START MATERIAL SHOWN

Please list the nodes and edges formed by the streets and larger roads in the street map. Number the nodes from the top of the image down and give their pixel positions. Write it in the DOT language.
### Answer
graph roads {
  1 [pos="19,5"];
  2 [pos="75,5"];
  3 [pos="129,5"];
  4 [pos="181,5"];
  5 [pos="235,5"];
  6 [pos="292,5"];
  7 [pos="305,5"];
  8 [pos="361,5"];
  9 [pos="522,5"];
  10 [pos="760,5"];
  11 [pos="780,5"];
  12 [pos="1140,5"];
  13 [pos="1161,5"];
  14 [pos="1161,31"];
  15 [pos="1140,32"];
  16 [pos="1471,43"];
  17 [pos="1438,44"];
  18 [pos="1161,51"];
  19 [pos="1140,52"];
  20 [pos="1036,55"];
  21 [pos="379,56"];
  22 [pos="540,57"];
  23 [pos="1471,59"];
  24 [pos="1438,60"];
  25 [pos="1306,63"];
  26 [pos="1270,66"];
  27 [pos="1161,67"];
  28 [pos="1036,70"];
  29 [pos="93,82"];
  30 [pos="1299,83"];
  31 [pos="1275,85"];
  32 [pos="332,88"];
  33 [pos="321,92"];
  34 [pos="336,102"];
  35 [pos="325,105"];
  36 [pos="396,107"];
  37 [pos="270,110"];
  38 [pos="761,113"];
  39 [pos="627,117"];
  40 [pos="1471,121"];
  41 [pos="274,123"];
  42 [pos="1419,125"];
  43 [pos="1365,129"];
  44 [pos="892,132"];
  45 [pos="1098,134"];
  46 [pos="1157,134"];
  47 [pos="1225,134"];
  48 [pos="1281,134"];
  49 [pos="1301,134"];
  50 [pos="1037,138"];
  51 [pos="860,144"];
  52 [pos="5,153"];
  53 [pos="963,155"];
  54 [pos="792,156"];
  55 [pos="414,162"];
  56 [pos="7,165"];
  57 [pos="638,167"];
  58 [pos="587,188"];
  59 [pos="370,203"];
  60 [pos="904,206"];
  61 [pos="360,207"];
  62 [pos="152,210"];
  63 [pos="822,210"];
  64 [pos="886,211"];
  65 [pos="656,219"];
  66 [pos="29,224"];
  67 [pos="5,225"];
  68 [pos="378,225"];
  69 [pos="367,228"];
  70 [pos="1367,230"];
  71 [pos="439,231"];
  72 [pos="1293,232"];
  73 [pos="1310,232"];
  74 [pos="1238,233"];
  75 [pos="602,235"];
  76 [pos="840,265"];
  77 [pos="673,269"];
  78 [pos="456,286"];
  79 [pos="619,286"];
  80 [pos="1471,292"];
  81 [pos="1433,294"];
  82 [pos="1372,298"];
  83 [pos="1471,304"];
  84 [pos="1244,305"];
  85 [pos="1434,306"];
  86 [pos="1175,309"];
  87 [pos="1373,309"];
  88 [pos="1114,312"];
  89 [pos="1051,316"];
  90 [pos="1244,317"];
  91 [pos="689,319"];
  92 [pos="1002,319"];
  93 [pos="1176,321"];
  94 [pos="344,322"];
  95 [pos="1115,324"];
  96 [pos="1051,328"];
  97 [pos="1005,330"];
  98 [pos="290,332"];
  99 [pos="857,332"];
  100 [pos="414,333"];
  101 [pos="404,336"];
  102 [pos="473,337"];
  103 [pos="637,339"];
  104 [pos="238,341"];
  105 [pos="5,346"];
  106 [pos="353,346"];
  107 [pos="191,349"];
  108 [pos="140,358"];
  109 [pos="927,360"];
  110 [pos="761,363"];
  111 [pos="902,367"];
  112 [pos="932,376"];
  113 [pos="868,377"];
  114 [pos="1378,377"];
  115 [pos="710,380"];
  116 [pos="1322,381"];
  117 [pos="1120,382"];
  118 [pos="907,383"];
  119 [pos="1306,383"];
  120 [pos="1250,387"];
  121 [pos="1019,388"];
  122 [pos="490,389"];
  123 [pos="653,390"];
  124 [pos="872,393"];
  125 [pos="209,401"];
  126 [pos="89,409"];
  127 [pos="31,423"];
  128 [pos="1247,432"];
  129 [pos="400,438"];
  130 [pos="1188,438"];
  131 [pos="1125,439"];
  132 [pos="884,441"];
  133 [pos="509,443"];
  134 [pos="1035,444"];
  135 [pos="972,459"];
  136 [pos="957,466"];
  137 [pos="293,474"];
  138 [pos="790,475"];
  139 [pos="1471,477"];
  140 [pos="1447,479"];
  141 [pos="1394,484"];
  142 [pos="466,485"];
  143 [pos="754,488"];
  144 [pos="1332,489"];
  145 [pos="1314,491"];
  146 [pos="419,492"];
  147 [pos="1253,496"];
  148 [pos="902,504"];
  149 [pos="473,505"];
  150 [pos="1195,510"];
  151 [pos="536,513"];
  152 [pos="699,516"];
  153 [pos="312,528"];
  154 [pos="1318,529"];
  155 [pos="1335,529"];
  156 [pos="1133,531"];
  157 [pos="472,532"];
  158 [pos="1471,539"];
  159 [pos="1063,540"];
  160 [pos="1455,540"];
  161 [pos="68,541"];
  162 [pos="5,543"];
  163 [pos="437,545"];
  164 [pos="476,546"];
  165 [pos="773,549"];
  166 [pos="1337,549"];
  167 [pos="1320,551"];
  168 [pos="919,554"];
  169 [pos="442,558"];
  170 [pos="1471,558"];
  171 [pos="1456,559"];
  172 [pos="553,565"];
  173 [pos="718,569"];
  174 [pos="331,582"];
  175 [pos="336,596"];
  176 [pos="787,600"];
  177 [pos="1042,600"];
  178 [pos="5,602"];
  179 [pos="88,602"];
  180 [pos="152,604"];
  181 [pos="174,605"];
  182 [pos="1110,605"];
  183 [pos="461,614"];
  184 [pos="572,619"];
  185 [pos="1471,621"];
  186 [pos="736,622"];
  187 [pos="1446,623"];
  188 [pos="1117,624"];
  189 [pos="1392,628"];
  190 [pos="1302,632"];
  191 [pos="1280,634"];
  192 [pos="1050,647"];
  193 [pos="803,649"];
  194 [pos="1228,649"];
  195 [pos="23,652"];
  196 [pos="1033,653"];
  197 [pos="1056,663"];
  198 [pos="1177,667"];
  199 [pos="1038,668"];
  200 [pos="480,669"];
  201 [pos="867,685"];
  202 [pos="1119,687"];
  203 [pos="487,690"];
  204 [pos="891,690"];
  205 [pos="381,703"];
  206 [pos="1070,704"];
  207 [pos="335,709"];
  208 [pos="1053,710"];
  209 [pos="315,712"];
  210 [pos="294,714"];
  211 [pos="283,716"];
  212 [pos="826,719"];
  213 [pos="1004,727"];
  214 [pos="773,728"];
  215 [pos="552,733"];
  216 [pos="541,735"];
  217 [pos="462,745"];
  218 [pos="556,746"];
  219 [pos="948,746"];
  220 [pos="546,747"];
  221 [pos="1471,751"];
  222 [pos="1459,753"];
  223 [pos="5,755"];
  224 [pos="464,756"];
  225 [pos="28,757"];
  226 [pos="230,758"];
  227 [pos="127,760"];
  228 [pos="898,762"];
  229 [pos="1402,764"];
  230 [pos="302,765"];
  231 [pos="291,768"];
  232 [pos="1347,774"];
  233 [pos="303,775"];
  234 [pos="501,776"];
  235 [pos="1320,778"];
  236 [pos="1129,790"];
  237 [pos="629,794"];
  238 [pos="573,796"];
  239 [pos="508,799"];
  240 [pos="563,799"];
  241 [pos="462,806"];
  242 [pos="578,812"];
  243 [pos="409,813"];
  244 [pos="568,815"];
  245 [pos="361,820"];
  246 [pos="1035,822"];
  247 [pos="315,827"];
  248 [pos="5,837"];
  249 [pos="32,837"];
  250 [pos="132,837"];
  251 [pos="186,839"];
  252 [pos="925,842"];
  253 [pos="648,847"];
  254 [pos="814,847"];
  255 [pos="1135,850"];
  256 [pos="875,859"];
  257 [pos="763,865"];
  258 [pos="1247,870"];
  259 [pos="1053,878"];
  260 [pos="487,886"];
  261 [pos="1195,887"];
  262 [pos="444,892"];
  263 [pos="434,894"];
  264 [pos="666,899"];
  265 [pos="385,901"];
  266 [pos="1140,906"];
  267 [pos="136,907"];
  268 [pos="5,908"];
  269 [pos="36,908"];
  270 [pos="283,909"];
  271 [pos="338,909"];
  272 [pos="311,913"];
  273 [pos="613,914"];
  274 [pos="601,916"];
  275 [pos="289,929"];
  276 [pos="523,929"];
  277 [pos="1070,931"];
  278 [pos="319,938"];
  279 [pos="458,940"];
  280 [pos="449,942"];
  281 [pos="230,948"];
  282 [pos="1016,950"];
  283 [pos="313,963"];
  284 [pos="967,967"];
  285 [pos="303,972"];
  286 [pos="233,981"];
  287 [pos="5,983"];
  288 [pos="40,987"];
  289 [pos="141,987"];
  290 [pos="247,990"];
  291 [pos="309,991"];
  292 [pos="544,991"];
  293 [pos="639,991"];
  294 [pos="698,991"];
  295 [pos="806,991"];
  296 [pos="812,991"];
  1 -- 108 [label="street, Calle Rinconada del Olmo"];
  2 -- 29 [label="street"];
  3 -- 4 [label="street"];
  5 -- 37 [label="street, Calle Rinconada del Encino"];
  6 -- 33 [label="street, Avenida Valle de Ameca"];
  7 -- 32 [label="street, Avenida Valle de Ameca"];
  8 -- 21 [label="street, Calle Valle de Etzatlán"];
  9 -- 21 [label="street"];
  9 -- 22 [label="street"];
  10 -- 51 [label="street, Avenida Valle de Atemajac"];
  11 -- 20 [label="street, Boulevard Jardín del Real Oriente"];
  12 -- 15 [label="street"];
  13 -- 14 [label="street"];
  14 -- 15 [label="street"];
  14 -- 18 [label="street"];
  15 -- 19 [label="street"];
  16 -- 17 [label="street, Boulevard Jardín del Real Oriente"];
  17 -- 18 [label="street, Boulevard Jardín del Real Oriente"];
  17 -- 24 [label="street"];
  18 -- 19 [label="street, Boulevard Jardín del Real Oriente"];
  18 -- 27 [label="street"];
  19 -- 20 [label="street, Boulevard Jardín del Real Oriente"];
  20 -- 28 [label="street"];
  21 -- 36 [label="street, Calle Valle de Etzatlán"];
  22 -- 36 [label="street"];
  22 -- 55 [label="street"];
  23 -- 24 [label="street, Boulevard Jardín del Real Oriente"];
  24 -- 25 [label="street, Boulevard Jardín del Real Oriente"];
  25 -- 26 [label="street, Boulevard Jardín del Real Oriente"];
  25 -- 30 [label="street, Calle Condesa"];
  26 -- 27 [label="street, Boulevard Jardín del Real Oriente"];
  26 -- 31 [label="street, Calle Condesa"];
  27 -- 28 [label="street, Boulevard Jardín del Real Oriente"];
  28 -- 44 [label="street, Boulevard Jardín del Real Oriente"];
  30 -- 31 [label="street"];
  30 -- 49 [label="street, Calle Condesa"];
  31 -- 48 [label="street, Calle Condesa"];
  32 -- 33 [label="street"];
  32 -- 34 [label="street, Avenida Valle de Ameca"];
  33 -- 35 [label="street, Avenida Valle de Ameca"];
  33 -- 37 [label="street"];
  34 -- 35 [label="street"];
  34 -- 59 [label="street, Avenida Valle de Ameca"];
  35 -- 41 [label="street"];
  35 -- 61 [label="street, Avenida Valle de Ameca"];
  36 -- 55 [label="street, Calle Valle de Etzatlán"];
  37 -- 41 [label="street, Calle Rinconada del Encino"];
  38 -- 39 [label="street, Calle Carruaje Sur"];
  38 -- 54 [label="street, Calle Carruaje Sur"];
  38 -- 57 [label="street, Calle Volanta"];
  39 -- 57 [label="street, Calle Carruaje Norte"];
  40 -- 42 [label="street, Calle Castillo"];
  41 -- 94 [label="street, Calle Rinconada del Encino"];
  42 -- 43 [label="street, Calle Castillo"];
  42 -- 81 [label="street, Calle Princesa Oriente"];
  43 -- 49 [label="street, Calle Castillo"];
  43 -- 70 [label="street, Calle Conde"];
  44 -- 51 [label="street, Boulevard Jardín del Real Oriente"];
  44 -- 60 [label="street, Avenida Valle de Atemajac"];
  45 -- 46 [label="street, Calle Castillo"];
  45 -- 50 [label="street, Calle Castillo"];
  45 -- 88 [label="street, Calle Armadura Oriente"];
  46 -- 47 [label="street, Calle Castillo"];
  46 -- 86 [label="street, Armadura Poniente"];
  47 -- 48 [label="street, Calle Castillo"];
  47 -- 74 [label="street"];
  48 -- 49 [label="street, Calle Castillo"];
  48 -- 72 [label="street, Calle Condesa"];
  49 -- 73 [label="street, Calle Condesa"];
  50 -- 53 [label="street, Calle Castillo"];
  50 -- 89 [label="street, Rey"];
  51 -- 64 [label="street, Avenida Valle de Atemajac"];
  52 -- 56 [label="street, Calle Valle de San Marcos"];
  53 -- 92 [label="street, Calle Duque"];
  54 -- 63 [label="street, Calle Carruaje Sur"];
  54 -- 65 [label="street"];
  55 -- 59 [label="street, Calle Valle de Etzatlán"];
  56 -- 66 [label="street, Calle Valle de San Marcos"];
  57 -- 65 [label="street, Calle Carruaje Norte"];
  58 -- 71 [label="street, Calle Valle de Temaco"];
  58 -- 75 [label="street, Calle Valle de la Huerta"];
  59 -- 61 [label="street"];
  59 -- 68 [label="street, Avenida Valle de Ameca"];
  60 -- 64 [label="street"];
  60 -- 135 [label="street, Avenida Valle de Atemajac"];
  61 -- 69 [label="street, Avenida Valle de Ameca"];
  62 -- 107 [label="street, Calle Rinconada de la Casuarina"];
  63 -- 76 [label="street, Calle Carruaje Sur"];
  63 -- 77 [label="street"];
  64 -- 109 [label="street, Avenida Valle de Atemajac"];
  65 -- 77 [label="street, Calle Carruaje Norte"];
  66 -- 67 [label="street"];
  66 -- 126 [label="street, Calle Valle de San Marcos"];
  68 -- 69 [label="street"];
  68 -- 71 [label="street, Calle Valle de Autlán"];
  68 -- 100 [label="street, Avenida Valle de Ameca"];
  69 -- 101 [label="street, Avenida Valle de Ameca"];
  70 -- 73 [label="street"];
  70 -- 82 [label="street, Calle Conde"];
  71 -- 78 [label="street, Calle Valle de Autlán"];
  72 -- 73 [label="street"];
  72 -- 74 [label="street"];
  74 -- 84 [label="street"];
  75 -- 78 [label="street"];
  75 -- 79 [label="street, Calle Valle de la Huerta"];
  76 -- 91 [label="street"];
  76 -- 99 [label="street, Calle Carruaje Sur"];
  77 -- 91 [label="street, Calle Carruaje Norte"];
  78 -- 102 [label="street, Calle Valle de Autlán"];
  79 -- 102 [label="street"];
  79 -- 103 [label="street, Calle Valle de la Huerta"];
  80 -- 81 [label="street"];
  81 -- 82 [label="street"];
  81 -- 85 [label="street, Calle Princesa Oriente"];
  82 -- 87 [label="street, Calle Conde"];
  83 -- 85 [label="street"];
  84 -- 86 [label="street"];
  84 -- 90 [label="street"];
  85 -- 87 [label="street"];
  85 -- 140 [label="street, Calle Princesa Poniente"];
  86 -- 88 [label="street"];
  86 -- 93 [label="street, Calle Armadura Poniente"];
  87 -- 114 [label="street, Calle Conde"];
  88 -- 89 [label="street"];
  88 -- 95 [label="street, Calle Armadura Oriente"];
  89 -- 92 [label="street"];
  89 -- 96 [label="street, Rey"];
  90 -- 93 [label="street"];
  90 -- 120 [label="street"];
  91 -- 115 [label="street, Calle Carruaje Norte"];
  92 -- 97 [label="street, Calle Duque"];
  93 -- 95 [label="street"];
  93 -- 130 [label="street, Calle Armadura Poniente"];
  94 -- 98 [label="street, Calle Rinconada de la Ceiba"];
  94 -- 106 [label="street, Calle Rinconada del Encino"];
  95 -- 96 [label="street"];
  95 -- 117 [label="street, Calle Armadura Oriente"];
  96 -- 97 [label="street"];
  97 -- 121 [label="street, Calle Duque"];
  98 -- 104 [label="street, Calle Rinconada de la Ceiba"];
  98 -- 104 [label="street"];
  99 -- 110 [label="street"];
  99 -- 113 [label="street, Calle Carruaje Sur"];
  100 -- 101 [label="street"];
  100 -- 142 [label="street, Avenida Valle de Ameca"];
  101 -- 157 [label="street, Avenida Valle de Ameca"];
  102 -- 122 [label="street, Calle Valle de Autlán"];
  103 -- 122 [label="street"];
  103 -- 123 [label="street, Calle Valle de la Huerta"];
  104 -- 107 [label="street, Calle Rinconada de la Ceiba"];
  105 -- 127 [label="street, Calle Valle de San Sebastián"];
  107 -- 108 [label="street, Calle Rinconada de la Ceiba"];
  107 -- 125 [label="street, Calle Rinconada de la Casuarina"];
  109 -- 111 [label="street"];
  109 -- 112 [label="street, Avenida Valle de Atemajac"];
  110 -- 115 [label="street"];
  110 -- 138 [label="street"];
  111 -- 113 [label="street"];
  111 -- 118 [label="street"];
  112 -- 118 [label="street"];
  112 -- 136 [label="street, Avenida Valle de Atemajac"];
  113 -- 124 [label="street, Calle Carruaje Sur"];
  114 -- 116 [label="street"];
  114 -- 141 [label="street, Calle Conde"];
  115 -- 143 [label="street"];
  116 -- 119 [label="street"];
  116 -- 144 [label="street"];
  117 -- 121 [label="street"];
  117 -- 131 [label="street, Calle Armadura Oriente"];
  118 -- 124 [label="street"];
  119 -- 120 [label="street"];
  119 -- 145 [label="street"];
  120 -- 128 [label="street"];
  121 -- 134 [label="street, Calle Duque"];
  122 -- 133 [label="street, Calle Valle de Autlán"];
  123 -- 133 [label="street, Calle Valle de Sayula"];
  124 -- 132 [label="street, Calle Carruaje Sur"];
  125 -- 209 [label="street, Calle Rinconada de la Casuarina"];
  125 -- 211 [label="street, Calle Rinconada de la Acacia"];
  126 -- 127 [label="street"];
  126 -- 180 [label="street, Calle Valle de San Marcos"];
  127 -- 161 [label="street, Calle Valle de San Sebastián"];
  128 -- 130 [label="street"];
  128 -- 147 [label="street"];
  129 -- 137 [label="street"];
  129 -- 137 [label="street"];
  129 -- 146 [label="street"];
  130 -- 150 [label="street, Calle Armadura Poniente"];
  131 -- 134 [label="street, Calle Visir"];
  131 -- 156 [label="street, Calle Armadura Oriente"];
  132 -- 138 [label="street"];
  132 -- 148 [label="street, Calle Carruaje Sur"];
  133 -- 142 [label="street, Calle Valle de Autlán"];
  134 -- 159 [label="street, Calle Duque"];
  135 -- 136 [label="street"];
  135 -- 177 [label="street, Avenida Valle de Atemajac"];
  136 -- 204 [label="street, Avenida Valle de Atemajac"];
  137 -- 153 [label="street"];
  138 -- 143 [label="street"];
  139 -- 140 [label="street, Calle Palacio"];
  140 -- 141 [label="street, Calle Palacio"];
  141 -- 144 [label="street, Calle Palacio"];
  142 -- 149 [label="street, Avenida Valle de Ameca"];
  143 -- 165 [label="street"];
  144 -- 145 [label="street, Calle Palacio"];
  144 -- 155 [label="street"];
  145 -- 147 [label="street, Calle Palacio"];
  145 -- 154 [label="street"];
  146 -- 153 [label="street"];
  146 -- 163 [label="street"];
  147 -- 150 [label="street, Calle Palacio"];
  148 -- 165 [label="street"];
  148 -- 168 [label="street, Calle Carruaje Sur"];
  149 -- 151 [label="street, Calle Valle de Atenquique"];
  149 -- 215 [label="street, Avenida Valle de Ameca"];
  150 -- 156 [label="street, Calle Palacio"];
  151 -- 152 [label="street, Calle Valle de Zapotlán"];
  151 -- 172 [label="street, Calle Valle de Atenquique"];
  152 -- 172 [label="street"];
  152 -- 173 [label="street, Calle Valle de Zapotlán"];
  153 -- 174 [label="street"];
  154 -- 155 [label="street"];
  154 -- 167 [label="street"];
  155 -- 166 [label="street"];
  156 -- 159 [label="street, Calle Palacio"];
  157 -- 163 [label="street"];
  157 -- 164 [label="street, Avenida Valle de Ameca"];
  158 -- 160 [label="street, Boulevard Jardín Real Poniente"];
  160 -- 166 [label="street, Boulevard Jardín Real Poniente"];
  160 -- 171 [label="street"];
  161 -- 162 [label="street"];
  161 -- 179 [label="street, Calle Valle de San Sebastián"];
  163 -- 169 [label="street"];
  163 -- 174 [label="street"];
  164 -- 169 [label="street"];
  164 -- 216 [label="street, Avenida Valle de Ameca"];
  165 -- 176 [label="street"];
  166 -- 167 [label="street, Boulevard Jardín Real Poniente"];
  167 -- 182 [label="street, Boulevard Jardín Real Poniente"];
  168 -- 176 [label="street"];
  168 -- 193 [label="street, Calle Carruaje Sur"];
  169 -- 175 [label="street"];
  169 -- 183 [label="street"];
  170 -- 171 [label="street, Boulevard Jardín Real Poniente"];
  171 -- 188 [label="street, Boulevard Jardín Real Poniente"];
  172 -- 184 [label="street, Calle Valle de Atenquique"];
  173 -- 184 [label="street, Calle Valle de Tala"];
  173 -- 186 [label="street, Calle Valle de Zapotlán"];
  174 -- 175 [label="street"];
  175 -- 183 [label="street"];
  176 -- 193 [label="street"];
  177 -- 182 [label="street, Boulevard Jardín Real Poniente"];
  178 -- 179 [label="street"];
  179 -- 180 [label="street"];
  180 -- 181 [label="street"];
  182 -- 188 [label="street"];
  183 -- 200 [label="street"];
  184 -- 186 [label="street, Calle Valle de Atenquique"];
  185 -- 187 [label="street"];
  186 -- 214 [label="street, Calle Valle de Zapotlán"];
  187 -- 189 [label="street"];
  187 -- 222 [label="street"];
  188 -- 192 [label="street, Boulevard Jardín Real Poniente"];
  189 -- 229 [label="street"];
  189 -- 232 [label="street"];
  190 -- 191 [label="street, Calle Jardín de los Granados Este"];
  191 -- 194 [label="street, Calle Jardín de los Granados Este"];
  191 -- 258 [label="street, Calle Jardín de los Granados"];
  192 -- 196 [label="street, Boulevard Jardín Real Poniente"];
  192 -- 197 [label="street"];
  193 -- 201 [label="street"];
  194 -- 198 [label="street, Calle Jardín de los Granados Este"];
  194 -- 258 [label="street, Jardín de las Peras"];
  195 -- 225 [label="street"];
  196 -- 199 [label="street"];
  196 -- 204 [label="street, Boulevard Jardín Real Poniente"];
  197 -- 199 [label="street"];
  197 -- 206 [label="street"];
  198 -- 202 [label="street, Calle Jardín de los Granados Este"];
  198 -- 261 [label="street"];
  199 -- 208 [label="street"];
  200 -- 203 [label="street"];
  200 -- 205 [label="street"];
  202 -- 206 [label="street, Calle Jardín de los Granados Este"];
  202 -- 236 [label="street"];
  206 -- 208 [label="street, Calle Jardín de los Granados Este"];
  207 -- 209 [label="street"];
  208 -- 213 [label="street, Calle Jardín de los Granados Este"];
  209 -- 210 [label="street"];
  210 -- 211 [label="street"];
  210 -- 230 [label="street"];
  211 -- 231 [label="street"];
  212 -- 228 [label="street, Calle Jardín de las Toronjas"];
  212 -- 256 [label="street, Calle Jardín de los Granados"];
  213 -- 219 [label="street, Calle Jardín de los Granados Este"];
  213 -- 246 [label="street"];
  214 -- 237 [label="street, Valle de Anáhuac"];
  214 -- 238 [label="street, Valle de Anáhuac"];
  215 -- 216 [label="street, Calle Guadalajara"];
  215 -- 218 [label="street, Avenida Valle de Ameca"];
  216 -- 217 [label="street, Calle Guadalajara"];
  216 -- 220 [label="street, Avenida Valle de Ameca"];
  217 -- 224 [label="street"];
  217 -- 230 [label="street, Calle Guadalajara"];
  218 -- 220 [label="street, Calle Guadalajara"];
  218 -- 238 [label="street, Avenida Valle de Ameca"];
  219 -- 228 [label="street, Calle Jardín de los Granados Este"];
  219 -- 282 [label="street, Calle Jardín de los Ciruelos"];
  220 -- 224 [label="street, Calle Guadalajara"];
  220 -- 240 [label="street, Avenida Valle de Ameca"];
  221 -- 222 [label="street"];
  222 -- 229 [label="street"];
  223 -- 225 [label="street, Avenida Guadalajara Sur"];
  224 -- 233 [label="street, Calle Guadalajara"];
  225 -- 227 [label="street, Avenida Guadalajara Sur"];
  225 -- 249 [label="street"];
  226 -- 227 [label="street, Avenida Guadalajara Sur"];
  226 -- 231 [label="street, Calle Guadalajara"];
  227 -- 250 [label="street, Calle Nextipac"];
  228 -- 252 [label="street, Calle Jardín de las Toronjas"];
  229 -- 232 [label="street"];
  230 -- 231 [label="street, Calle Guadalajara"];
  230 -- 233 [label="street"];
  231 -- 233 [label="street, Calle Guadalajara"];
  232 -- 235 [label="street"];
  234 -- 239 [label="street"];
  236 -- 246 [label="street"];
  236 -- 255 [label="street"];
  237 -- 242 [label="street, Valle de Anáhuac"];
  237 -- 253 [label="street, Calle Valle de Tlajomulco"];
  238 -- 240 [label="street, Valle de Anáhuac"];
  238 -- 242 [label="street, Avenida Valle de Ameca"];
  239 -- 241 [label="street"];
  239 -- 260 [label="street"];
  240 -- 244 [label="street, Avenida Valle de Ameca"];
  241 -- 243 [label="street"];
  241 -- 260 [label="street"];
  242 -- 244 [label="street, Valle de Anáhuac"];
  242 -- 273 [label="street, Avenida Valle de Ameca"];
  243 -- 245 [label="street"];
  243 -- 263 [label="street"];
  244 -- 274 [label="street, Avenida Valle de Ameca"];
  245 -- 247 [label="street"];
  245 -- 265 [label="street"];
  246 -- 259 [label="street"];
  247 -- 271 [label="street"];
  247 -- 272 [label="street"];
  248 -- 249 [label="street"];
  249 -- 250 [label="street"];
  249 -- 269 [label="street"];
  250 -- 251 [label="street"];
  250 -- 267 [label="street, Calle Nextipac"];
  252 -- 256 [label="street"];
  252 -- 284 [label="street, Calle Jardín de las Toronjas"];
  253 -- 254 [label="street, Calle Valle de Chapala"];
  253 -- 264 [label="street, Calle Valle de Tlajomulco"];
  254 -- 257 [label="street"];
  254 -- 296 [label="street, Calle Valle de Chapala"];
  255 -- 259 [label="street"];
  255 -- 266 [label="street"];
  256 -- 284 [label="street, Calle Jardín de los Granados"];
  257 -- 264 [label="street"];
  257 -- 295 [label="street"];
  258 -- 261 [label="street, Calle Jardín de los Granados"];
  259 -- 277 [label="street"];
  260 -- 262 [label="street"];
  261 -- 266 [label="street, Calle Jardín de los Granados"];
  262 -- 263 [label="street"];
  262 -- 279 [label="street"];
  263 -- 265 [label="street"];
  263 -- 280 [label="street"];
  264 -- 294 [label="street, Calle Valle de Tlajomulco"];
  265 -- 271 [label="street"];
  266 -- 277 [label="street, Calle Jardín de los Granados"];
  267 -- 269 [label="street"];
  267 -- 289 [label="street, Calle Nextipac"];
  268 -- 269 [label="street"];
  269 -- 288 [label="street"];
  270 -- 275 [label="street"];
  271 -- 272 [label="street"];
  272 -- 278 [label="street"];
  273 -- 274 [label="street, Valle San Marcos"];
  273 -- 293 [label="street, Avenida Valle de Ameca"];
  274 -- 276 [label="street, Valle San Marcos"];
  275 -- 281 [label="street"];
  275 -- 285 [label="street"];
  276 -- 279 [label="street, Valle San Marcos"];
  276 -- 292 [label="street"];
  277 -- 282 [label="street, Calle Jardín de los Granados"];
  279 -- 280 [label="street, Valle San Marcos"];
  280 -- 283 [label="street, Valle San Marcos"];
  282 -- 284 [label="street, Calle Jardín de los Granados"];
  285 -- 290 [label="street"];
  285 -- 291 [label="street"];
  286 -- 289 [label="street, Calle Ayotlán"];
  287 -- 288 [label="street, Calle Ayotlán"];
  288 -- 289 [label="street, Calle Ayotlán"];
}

END MATERIAL SHOWN

EXERCISE DETAILS =>
Among the lines above, which contain the word "Autlán"? Copy every one.

ANSWER AREA =>
  68 -- 71 [label="street, Calle Valle de Autlán"];
  71 -- 78 [label="street, Calle Valle de Autlán"];
  78 -- 102 [label="street, Calle Valle de Autlán"];
  102 -- 122 [label="street, Calle Valle de Autlán"];
  122 -- 133 [label="street, Calle Valle de Autlán"];
  133 -- 142 [label="street, Calle Valle de Autlán"];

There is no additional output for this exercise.